Mr. Sharif former periods of time as prime minister were ended untimely by army chiefs. In 1999, he was expelled in a coup and imprisoned by the army leader he had selected, Gen. Pervez Musharraf. The current army chief, Gen. Ashfaq Parvez Kayani, during his two terms as army chief, has overseen the first democratic transfer of power in Pakistan’s history and cooperated with the U.S. military, despite hostile anti-American public opinion at home.
Gen. Kayani had entreated for a further one or two years on the job, according to serving and retired military officials. That would be difficult for the government to grant after Gen. Kayani has already served twice the normal three-year term for the post.
Officials said Kayani is cooked to accept a vamped Chairman Joint Chiefs of Staff Committee job, currently a largely ceremonial post that would be given more authority, or to become defense adviser to the government.
He could also be appointed as U.S ambassador a post that has been vacant since Mr. Sharif took office in June.
The spokesman for Pakistan’s military, Maj. Gen. Asim Bajwa, didn’t return calls seeking comment on Gen. Kayani’s future role.
The leadership changes come, as the army appears likely to found an offensive in the next few months in North Waziristan, in Pakistan’s tribal areas, a fastness for Pakistani Taliban, al Qaeda militants and Afghan guerillas. Recent overtures to peace talks with the Pakistani Taliban have been polluted by deadly attacks by the domestic insurgence.
In recent weeks, there has also been renewed tension with arch enemy India, with frequent exchanges of fire across their disputed border in the Kashmir region.
Gen. Kayani has already turned down the offer of taking the Joint Chiefs job as it currently stands, and wants authority over military appointments and troop movement added to the position, a military official said.
“Kayani is using his office to say that he’s the guy who can control North Waziristan, he’s the one who can handle what is happening with India,” said a retired army officer who knows the army chief. “With all this going on, he’s saying now is not the time for a change of leadership.”

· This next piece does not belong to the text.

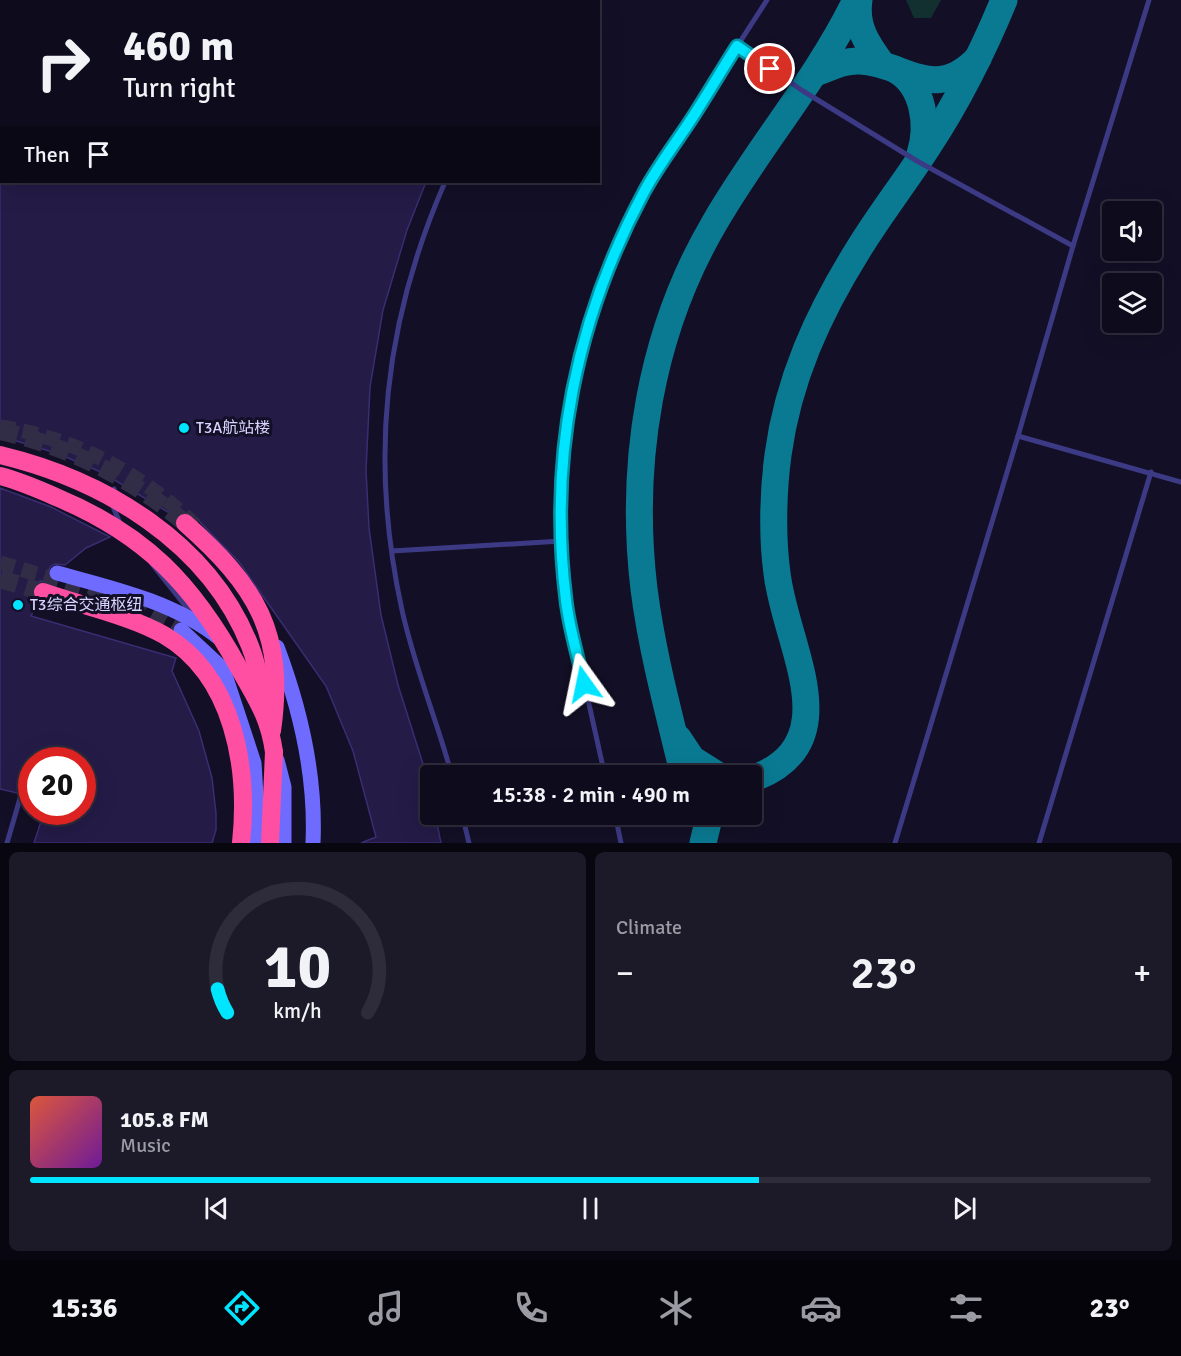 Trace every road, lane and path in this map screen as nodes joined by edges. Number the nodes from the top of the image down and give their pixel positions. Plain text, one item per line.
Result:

All three potential appointments are made by the government. Sartaj Aziz, adviser to the prime minister on national security and foreign affairs, said discussions about Gen. Kayani’s future were conjecture, and declined to comment further.
Prime Minister Sharif, asked in an interview with The Wall Street Journal published on Sept. 26 whether he would reappoint Gen. Kayani, said: “I’m not saying yes or no.” Mr. Sharif also holds the defense minister’s portfolio.
An announcement on Gen. Kayani’s future looks imminent, with the current Chairman Joint Chiefs of Staff Committee, Gen. Khalid Shameem Wynne, due to retire on Sunday.
If Gen. Kayani is given that job, it would overturn previous expectations that he would simply have to retire in November at the end of his second tenure.
It had been expected that Gen. Wynne would be succeeded by either the Navy chief, Admiral Asif Sandila, or by Gen. Haroon Aslam, the army general who’s most senior after Gen. Kayani.
“Ashfaq Kayani has had more than his rightful tenure,” said Shaukat Qadir, a retired brigadier general who once taught Gen. Kayani at military academy. “Perhaps he should call it a day. It is not a good thing for the institution that it gives the impression that it cannot do without one person.”
Political aides to Mr. Sharif said Gen. Kayani has proved that he isn’t a coup-maker, and dissented pressure for military intervention during the previous government—the first civilian government in Pakistan’s history that completed its term and handed over power to another elected administration.
Some Pakistanis said the U.S. was subservient in getting Gen. Kayani’s incumbency extended in 2010—a move that enraged some senior generals who saw their career progress blocked as a result.
The U.S. hasn’t been involved in the current discussions about Gen. Kayani’s future, a U.S. official said. “We’ve really stayed out of it this time,” the official said.